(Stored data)
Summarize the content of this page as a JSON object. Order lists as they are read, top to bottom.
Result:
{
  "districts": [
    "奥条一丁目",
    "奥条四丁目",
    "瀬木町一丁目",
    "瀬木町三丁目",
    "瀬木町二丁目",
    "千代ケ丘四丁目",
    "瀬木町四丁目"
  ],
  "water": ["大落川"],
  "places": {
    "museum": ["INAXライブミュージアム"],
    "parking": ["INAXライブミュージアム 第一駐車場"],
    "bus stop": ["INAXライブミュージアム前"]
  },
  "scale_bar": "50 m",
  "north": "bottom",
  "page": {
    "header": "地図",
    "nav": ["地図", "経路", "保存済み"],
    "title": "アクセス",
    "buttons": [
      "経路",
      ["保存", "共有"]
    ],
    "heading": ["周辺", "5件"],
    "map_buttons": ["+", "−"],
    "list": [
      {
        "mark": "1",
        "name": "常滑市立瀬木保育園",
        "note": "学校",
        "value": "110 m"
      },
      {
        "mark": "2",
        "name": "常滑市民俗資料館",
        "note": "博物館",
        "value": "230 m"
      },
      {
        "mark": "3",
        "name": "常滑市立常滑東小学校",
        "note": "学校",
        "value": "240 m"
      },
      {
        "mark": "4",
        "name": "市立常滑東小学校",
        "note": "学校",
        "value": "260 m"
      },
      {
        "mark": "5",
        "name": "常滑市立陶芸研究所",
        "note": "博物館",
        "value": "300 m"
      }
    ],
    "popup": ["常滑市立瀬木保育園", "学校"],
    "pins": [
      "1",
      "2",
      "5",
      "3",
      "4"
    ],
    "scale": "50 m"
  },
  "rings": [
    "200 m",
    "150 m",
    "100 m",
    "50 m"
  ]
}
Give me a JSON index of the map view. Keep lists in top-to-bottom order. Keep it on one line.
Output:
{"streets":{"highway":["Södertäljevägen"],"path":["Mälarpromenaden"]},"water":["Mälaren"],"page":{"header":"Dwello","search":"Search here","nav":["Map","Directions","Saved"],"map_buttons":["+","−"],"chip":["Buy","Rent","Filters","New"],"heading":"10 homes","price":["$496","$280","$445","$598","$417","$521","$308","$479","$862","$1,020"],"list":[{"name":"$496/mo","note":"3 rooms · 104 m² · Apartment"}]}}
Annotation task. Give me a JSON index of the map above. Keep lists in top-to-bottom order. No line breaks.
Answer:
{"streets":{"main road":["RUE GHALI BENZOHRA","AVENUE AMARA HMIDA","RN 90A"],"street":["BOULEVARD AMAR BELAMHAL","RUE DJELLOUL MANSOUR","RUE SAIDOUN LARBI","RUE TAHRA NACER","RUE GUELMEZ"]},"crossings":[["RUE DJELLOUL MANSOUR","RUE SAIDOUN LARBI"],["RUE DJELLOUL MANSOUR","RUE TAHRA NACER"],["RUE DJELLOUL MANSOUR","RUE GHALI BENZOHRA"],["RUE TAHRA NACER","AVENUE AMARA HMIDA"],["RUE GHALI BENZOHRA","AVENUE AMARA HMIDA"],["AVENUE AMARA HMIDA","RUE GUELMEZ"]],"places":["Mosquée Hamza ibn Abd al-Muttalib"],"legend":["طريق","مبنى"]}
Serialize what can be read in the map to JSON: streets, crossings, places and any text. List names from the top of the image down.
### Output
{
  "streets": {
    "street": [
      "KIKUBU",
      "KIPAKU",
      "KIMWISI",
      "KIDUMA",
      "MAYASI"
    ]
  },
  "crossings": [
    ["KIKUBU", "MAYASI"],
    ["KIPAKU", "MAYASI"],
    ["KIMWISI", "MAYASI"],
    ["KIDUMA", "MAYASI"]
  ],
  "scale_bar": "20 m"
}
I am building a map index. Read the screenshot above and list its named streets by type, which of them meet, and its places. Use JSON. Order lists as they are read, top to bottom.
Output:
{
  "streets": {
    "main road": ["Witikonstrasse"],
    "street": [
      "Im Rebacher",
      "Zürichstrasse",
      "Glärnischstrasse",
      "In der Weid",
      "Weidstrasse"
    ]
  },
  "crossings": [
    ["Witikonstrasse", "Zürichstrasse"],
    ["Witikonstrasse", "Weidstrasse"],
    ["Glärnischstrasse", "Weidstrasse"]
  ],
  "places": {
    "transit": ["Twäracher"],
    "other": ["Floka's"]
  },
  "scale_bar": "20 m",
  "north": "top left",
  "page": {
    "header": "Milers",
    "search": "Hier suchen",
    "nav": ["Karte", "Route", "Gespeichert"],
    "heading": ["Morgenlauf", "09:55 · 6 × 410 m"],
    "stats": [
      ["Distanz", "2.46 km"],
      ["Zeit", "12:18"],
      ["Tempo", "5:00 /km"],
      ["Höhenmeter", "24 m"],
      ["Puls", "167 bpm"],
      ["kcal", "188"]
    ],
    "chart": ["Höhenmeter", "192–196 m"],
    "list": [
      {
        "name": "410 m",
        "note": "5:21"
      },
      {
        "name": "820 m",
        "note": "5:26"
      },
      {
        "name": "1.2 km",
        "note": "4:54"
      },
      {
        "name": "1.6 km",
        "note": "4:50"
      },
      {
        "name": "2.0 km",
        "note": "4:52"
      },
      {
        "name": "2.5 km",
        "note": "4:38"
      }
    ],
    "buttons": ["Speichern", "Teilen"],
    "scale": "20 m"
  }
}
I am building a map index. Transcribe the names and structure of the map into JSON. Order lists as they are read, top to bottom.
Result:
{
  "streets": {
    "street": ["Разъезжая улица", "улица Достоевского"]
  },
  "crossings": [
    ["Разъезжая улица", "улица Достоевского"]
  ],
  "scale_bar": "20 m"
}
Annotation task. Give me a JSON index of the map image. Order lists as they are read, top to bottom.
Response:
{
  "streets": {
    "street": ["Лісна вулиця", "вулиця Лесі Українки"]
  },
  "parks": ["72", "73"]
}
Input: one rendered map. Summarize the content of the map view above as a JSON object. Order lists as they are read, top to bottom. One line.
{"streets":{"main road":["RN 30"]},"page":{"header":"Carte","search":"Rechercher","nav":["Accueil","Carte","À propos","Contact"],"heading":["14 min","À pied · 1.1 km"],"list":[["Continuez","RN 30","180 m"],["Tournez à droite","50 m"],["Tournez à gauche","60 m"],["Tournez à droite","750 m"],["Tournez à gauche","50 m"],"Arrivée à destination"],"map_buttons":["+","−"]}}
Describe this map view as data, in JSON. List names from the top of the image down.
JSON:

TASK DIRECTIONS: Take the records above and return them exactly as written.

RESULT BELOW:
Summarize the content of this page as a JSON object. Order lists as they are read, top to bottom.
Result:
{
  "districts": [
    "奥条一丁目",
    "奥条四丁目",
    "瀬木町一丁目",
    "瀬木町三丁目",
    "瀬木町二丁目",
    "千代ケ丘四丁目",
    "瀬木町四丁目"
  ],
  "water": ["大落川"],
  "places": {
    "museum": ["INAXライブミュージアム"],
    "parking": ["INAXライブミュージアム 第一駐車場"],
    "bus stop": ["INAXライブミュージアム前"]
  },
  "scale_bar": "50 m",
  "north": "bottom",
  "page": {
    "header": "地図",
    "nav": ["地図", "経路", "保存済み"],
    "title": "アクセス",
    "buttons": [
      "経路",
      ["保存", "共有"]
    ],
    "heading": ["周辺", "5件"],
    "map_buttons": ["+", "−"],
    "list": [
      {
        "mark": "1",
        "name": "常滑市立瀬木保育園",
        "note": "学校",
        "value": "110 m"
      },
      {
        "mark": "2",
        "name": "常滑市民俗資料館",
        "note": "博物館",
        "value": "230 m"
      },
      {
        "mark": "3",
        "name": "常滑市立常滑東小学校",
        "note": "学校",
        "value": "240 m"
      },
      {
        "mark": "4",
        "name": "市立常滑東小学校",
        "note": "学校",
        "value": "260 m"
      },
      {
        "mark": "5",
        "name": "常滑市立陶芸研究所",
        "note": "博物館",
        "value": "300 m"
      }
    ],
    "popup": ["常滑市立瀬木保育園", "学校"],
    "pins": [
      "1",
      "2",
      "5",
      "3",
      "4"
    ],
    "scale": "50 m"
  },
  "rings": [
    "200 m",
    "150 m",
    "100 m",
    "50 m"
  ]
}
Give me a JSON index of the map view. Keep lists in top-to-bottom order. Keep it on one line.
Output:
{"streets":{"highway":["Södertäljevägen"],"path":["Mälarpromenaden"]},"water":["Mälaren"],"page":{"header":"Dwello","search":"Search here","nav":["Map","Directions","Saved"],"map_buttons":["+","−"],"chip":["Buy","Rent","Filters","New"],"heading":"10 homes","price":["$496","$280","$445","$598","$417","$521","$308","$479","$862","$1,020"],"list":[{"name":"$496/mo","note":"3 rooms · 104 m² · Apartment"}]}}
Annotation task. Give me a JSON index of the map above. Keep lists in top-to-bottom order. No line breaks.
Answer:
{"streets":{"main road":["RUE GHALI BENZOHRA","AVENUE AMARA HMIDA","RN 90A"],"street":["BOULEVARD AMAR BELAMHAL","RUE DJELLOUL MANSOUR","RUE SAIDOUN LARBI","RUE TAHRA NACER","RUE GUELMEZ"]},"crossings":[["RUE DJELLOUL MANSOUR","RUE SAIDOUN LARBI"],["RUE DJELLOUL MANSOUR","RUE TAHRA NACER"],["RUE DJELLOUL MANSOUR","RUE GHALI BENZOHRA"],["RUE TAHRA NACER","AVENUE AMARA HMIDA"],["RUE GHALI BENZOHRA","AVENUE AMARA HMIDA"],["AVENUE AMARA HMIDA","RUE GUELMEZ"]],"places":["Mosquée Hamza ibn Abd al-Muttalib"],"legend":["طريق","مبنى"]}
Serialize what can be read in the map to JSON: streets, crossings, places and any text. List names from the top of the image down.
### Output
{
  "streets": {
    "street": [
      "KIKUBU",
      "KIPAKU",
      "KIMWISI",
      "KIDUMA",
      "MAYASI"
    ]
  },
  "crossings": [
    ["KIKUBU", "MAYASI"],
    ["KIPAKU", "MAYASI"],
    ["KIMWISI", "MAYASI"],
    ["KIDUMA", "MAYASI"]
  ],
  "scale_bar": "20 m"
}
I am building a map index. Read the screenshot above and list its named streets by type, which of them meet, and its places. Use JSON. Order lists as they are read, top to bottom.
Output:
{
  "streets": {
    "main road": ["Witikonstrasse"],
    "street": [
      "Im Rebacher",
      "Zürichstrasse",
      "Glärnischstrasse",
      "In der Weid",
      "Weidstrasse"
    ]
  },
  "crossings": [
    ["Witikonstrasse", "Zürichstrasse"],
    ["Witikonstrasse", "Weidstrasse"],
    ["Glärnischstrasse", "Weidstrasse"]
  ],
  "places": {
    "transit": ["Twäracher"],
    "other": ["Floka's"]
  },
  "scale_bar": "20 m",
  "north": "top left",
  "page": {
    "header": "Milers",
    "search": "Hier suchen",
    "nav": ["Karte", "Route", "Gespeichert"],
    "heading": ["Morgenlauf", "09:55 · 6 × 410 m"],
    "stats": [
      ["Distanz", "2.46 km"],
      ["Zeit", "12:18"],
      ["Tempo", "5:00 /km"],
      ["Höhenmeter", "24 m"],
      ["Puls", "167 bpm"],
      ["kcal", "188"]
    ],
    "chart": ["Höhenmeter", "192–196 m"],
    "list": [
      {
        "name": "410 m",
        "note": "5:21"
      },
      {
        "name": "820 m",
        "note": "5:26"
      },
      {
        "name": "1.2 km",
        "note": "4:54"
      },
      {
        "name": "1.6 km",
        "note": "4:50"
      },
      {
        "name": "2.0 km",
        "note": "4:52"
      },
      {
        "name": "2.5 km",
        "note": "4:38"
      }
    ],
    "buttons": ["Speichern", "Teilen"],
    "scale": "20 m"
  }
}
I am building a map index. Transcribe the names and structure of the map into JSON. Order lists as they are read, top to bottom.
Result:
{
  "streets": {
    "street": ["Разъезжая улица", "улица Достоевского"]
  },
  "crossings": [
    ["Разъезжая улица", "улица Достоевского"]
  ],
  "scale_bar": "20 m"
}
Annotation task. Give me a JSON index of the map image. Order lists as they are read, top to bottom.
Response:
{
  "streets": {
    "street": ["Лісна вулиця", "вулиця Лесі Українки"]
  },
  "parks": ["72", "73"]
}
Input: one rendered map. Summarize the content of the map view above as a JSON object. Order lists as they are read, top to bottom. One line.
{"streets":{"main road":["RN 30"]},"page":{"header":"Carte","search":"Rechercher","nav":["Accueil","Carte","À propos","Contact"],"heading":["14 min","À pied · 1.1 km"],"list":[["Continuez","RN 30","180 m"],["Tournez à droite","50 m"],["Tournez à gauche","60 m"],["Tournez à droite","750 m"],["Tournez à gauche","50 m"],"Arrivée à destination"],"map_buttons":["+","−"]}}
Describe this map view as data, in JSON. List names from the top of the image down.
JSON:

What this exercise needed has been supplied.